A positive response to this test indicates a preganglionic sympathetic lesion, and a lack of response indicates a postganglionic lesion. In animals with a postganglionic lesion, topical administration of 0.1 mL of 1 mg/mL epinephrine solution directly activates the iris musculature and produces mydriasis within 20 minutes, whereas the onset of dilation occurs in approximately 40 minutes in animals with preganglionic lesions. Similarly, topical administration of 2.5% to 10% phenylephrine solution will produce pupillary dilation in an eye with a postganglionic sympathetic lesion but not in a normal eye. The sensitivity to these direct-acting sympathomimetics in animals with postganglionic sympathetic lesions is increased as a result of the phenomenon of denervation hypersensitivity, in which numbers and sensitivity of norepinephrine receptors in the iris muscle increase for days to weeks after postganglionic nerve injury. A positive response therefore is not observed until several days after the injury. Parenteral administration of 1 mL of 1 mg/mL epinephrine solution causes affected horses to sweat profusely over the affected side of the face.10 However, this test does not differentiate between preganglionic and postganglionic lesions.The guttural pouches of horses and the pharynx of all patients should be examined endoscopically to exclude the possibility of pharyngeal or laryngeal paralysis or guttural pouch disease. The jugular furrows should be palpated for swellings. Insertion of a nasogastric tube during palpation may be helpful for detecting subtle lesions on the left side of the neck. The thorax should be examined with auscultation, ultrasonography and, if indicated, radiography. Cranial ribs can be evaluated for lesions by scintigraphy.20 A neurologic examination should be performed to evaluate the function of the spinal cord. The skin temperature may be measured with thermography1,6,21; on the affected side, it is 1° C to 3.5° C higher than normal.

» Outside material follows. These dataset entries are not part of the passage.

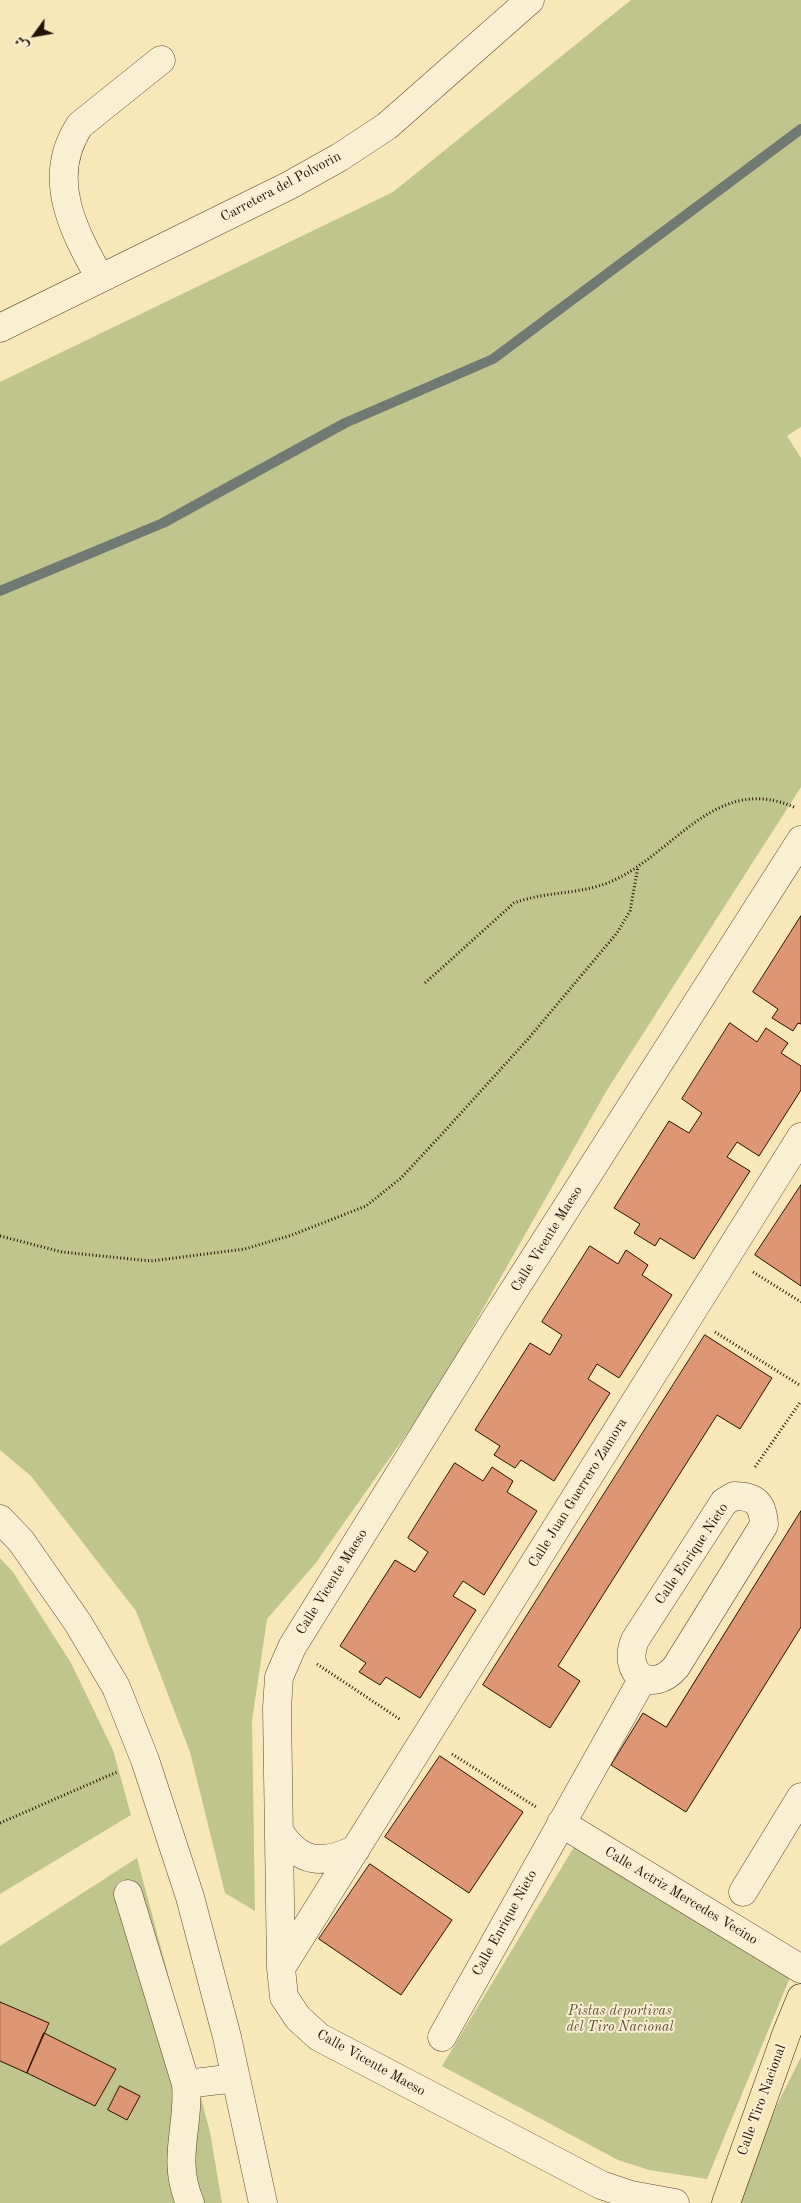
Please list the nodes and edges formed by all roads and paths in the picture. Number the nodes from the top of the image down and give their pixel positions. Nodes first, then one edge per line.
1 (530, 0) edge
2 (161, 60) dead end
3 (100, 278) junction
4 (0, 328) edge
5 (801, 811) edge
6 (801, 840) edge
7 (638, 866) junction
8 (425, 983) dead end
9 (801, 1137) edge
10 (0, 1236) edge
11 (727, 1255) junction
12 (801, 1302) edge
13 (689, 1315) junction
14 (801, 1386) edge
15 (801, 1401) edge
16 (734, 1496) junction
17 (0, 1519) edge
18 (643, 1678) junction
19 (145, 1760) junction
20 (801, 1797) edge
21 (0, 1823) edge
22 (561, 1823) junction
23 (279, 1831) junction
24 (356, 1849) junction
25 (743, 1892) dead end
26 (128, 1894) dead end
27 (281, 1968) junction
28 (801, 1969) edge
29 (801, 1998) edge
30 (442, 2036) dead end
31 (236, 2078) junction
32 (186, 2084) junction
33 (190, 2203) edge
34 (263, 2203) edge
35 (675, 2203) edge
36 (726, 2203) edge

1 - 3 street, Carretera del Polvorin
2 - 3 street
3 - 4 street, Carretera del Polvorin
5 - 7 path
6 - 23 street, Calle Vicente Maeso
7 - 8 path
7 - 10 path
9 - 11 street, Calle Juan Guerrero Zamora
11 - 12 path
11 - 13 street, Calle Juan Guerrero Zamora
13 - 14 path
13 - 24 street, Calle Juan Guerrero Zamora
15 - 16 path
16 - 18 street, Calle Enrique Nieto
16 - 18 street, Calle Enrique Nieto
17 - 19 street
18 - 22 street, Calle Enrique Nieto
19 - 21 path
19 - 31 street
20 - 25 street
22 - 28 street, Calle Actriz Mercedes Vecino
22 - 30 street, Calle Enrique Nieto
23 - 24 street
23 - 27 street, Calle Vicente Maeso
24 - 27 street, Calle Juan Guerrero Zamora
26 - 32 street
27 - 35 street, Calle Vicente Maeso
29 - 36 main road, Calle Tiro Nacional
31 - 32 street
31 - 34 street
32 - 33 street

■ Treatment The treatment for Horner syndrome depends on the underlying cause of the denervation. Except for Horner syndrome related to IV injection of xylazine, the signs are often irreversible, even if the primary cause of the condition has been eliminated. With xylazine-associated Horner syndrome, the condition disappears spontaneously. The necrotizing effects of perivascular drug injections can be minimized by immediate dilution or irrigation, or both, with large volumes of saline infiltrated into the perivascular tissues. Antiinflammatory doses of flunixin and dexamethasone can be given systemically. Abscesses should be drained, and fungal infections of the guttural pouch should be treated as described in Chapter 31.